Other notable outspoken progressives include theologian Hans Küng, Jesuit writers and magazine editors Thomas Reese and James Martin, author James Carroll, South African bishop Kevin Dowling, Father Geoff Farrow, Franciscan Father Richard Rohr, and Benedictine Sister Joan Chittister. Some of these people have suffered censure, dismissal from their jobs, and removal from active ministry on account of their dissenting views and actions.
Yet they remain Catholic.
Not all members of the clergy fit the mould of corporate yes-man. Bishop Kevin Dowling has bravely gone against Church teaching to advocate the use of condoms in order to protect poor and vulnerable African women from HIV/AIDS. And he recently gave an address to a select group of laypersons in which he criticized the Vatican for concentrating too much power in its hands; the text of his address subsequently appeared in the Catholic press.
In May 2010 Cardinal Christoph Schonborn of Vienna publicly criticized a powerful fellow cardinal for blocking sex abuse investigations and for dismissing claims of clerical abuse as “petty gossip.” Schonborn was in turn publicly chastised by the Vatican for his remarks.

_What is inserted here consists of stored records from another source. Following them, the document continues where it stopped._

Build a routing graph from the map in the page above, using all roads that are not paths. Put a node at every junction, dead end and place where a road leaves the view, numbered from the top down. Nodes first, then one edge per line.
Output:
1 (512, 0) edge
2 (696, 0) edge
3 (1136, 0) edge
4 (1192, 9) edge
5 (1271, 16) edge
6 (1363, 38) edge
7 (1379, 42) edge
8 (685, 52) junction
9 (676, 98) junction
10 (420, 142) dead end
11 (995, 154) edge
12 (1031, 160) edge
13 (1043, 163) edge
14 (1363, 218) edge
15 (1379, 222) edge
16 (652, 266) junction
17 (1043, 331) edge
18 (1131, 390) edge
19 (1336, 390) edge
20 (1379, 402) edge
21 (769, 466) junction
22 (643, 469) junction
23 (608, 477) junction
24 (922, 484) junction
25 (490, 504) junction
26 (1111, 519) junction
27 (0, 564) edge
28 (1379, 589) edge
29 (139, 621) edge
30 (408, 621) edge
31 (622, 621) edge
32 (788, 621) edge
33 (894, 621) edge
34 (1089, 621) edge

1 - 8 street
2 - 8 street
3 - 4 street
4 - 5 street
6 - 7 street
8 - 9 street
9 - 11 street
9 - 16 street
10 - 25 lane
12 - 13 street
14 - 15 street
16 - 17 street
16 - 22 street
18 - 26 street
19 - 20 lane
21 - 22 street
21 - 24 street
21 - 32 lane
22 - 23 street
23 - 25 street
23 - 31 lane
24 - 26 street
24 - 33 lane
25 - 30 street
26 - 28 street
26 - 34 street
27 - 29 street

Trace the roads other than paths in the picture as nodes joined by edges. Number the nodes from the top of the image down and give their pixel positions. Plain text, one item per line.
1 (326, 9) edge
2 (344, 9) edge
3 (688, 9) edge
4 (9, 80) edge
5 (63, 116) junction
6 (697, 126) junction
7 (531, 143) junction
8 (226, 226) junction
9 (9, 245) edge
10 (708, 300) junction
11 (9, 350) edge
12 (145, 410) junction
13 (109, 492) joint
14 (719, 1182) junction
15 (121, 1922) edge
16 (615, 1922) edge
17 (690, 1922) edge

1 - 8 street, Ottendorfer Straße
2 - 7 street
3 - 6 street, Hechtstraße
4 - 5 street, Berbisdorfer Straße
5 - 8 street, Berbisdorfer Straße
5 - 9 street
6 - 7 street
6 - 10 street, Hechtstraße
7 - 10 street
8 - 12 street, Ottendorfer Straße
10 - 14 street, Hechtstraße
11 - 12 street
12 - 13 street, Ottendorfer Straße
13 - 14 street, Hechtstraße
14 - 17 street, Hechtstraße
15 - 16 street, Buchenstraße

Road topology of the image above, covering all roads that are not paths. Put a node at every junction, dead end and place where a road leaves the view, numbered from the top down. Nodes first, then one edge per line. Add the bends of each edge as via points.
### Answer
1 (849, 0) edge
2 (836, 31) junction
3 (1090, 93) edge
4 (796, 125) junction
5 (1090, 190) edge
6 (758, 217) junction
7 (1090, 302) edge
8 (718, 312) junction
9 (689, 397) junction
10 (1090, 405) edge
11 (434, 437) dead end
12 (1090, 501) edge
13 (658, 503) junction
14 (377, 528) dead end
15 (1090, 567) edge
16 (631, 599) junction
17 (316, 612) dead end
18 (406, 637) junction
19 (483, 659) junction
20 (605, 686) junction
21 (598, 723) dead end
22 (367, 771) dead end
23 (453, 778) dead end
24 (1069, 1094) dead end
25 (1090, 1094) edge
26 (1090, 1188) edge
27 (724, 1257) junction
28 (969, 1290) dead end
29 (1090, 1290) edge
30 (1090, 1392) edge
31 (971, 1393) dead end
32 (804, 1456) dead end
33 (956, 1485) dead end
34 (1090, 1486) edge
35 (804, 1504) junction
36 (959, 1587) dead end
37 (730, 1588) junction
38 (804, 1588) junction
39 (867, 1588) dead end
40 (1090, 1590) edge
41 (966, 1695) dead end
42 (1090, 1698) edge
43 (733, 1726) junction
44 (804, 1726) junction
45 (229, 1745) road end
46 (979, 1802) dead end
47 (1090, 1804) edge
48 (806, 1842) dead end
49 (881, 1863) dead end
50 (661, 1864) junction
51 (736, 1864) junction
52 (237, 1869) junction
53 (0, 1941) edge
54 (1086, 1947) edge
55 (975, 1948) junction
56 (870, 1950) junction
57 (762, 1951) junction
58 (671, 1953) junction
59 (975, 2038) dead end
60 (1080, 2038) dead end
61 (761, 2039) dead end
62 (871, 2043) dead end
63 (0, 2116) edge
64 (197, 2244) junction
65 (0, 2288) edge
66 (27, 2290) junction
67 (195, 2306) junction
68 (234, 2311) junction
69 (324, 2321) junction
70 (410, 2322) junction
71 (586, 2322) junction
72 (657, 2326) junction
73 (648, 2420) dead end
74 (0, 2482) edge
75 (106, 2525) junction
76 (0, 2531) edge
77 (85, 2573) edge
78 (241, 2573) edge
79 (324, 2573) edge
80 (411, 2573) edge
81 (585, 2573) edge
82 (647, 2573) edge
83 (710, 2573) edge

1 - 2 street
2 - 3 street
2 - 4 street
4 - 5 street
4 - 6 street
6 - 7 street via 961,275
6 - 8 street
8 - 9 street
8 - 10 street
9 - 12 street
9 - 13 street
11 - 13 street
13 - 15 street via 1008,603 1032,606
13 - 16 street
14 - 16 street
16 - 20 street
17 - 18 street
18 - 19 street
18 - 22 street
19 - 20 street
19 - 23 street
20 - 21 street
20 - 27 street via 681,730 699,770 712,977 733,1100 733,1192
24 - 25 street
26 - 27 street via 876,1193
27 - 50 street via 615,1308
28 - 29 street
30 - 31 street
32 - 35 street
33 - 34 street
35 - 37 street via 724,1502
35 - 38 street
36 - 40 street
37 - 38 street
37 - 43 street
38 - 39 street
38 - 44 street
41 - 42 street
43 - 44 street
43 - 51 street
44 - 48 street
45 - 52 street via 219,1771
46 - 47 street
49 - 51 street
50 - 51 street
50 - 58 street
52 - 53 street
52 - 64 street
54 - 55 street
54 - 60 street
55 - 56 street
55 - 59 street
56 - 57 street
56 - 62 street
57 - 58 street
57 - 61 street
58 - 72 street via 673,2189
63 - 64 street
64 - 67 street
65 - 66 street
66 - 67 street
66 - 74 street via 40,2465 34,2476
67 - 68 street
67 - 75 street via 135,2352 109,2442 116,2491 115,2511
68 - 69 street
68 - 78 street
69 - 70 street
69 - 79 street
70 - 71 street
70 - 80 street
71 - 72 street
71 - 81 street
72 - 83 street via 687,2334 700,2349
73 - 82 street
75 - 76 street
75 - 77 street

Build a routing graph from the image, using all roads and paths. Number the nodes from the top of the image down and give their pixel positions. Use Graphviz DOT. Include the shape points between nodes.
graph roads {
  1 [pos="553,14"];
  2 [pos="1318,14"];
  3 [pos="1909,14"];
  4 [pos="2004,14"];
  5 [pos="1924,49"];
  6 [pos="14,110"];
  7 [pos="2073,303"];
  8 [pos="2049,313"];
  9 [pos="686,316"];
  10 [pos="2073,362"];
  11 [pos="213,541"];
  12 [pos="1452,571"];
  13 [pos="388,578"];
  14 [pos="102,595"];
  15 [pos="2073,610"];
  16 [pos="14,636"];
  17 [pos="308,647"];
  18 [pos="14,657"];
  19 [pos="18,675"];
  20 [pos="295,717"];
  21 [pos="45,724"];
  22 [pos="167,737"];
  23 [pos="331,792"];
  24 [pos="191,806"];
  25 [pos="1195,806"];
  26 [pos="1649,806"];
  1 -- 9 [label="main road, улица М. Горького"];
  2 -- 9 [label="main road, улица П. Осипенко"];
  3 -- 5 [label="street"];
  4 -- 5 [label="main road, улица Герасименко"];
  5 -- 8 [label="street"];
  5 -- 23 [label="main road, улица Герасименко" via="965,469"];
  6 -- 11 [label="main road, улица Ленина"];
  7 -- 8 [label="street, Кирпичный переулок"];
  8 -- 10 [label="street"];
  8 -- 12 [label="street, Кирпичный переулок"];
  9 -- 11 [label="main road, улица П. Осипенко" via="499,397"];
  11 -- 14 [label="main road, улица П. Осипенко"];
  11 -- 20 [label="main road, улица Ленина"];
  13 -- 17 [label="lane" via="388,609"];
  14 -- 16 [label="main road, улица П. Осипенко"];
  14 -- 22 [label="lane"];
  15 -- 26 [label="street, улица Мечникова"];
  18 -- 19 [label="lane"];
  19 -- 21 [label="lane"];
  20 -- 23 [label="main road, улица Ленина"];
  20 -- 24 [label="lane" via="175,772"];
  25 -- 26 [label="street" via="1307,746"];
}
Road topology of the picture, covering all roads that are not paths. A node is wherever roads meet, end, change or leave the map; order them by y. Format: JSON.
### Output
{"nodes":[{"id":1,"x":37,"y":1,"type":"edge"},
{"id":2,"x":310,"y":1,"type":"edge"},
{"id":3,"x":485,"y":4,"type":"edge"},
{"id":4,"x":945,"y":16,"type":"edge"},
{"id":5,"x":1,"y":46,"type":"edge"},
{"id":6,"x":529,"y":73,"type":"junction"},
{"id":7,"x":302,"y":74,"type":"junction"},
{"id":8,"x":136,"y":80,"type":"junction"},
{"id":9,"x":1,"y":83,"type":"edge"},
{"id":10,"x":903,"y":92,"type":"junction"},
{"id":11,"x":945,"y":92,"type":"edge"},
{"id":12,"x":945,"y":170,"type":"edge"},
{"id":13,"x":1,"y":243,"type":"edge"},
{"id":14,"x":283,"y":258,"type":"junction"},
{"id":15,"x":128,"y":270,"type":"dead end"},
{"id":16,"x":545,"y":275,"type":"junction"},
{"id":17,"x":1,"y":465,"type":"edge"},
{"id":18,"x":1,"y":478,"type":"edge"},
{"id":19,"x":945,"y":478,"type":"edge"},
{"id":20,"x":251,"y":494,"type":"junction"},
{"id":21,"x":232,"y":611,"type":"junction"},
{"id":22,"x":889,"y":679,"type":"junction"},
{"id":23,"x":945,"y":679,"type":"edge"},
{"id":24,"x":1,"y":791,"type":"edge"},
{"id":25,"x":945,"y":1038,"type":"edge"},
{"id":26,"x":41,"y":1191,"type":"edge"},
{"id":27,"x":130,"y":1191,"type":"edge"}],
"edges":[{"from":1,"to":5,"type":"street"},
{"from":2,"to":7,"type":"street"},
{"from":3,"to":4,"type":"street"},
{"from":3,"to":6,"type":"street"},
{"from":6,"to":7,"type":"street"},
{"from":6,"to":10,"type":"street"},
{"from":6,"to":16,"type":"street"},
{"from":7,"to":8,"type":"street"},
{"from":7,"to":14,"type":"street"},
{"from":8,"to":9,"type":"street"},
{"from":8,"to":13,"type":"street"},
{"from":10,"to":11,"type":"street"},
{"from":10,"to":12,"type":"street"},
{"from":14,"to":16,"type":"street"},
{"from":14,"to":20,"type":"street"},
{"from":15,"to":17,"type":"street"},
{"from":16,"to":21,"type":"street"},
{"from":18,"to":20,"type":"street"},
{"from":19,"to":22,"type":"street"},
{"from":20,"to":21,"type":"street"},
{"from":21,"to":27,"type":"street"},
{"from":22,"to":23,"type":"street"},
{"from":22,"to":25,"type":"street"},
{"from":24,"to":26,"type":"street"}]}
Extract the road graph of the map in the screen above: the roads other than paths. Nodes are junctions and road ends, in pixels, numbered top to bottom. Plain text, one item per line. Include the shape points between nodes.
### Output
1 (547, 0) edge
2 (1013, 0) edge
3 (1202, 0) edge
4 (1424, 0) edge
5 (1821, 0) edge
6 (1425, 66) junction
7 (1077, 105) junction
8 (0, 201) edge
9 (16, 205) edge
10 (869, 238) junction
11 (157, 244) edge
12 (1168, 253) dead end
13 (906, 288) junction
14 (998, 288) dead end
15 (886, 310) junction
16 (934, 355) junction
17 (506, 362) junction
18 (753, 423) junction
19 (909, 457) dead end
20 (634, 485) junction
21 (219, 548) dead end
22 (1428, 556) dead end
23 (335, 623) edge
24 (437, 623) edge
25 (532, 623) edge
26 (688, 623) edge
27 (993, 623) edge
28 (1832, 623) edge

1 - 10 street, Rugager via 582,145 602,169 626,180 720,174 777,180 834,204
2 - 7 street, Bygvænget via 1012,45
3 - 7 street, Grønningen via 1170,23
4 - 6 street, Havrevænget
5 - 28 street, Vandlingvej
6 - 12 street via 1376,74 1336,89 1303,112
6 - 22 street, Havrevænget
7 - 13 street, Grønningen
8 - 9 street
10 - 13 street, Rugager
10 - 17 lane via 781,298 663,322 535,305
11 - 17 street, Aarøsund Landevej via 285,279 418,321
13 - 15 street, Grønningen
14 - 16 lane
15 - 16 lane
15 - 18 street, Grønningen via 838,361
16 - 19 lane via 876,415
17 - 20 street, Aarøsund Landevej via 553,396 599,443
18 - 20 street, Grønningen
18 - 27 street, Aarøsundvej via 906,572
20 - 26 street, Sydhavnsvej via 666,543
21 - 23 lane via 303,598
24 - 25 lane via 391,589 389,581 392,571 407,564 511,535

Chicago parish priest and writer Father Dominic Grassi refuses to condemn abortion from the pulpit because he knows there are women sitting in the pews who have had abortions. “I know from talking to them individually who’ve come to me and are dealing with the scars and issues and concerns with what they did.” Father Grassi has indicated that he is not among the clergy most favoured by the Catholic hierarchy of Chicago. Yet after nearly forty years of priesthood, he loves being a Catholic priest.
How have we come to be a Church that is perceived by many — Catholic and non-Catholic alike — to be misogynist, homophobic, insensitive, anti-modern, and irrelevant? We only need to look at how events have unfolded over the past half century to find an answer to this question.
Pope John XXIII (1958-63) recognized the need for reform in the Church after more than one hundred years of official anti-modernism. Among the goals of the Second Vatican Council, convened by Pope John in 1962, was what he called aggiornamento—renewal and updating of the Church. Another goal was to create a more “horizontal” Church by giving a greater role in governance and liturgical life to the laity and the local churches and by stressing the collegiality of bishops over the absolute power of the Vatican.
The council, which went on for four years, was characterized by a spirit of openness, reform, and ecumenism, giving hope to laity and clergy alike who had been discouraged by the oppressive and restrictive nature of Vatican authoritarianism. If the spirit of Vatican II had been allowed to grow and to take hold in every corner of the Church, Catholicism would be different today.
Sadly, John XXIII died less than one year after opening the council and was replaced by a weak and indecisive pope (Paul VI), who was followed by a dying pope (John Paul I), who in turn was succeeded by a pope from a very conservative country that had been under authoritarian—if not totalitarian—rule since the Second World War. In his 26-year pontificate, this Polish pope, John Paul II, restored the strict hierarchical structure and unchallenged authority of the Vatican that had characterized the pre-conciliar Church. Women, gay people, theologians, reform-minded priests, proponents of artificial birth control have all been marginalized. The spirit of the council has been effectively smothered and the hopes of millions of Catholics disappointed.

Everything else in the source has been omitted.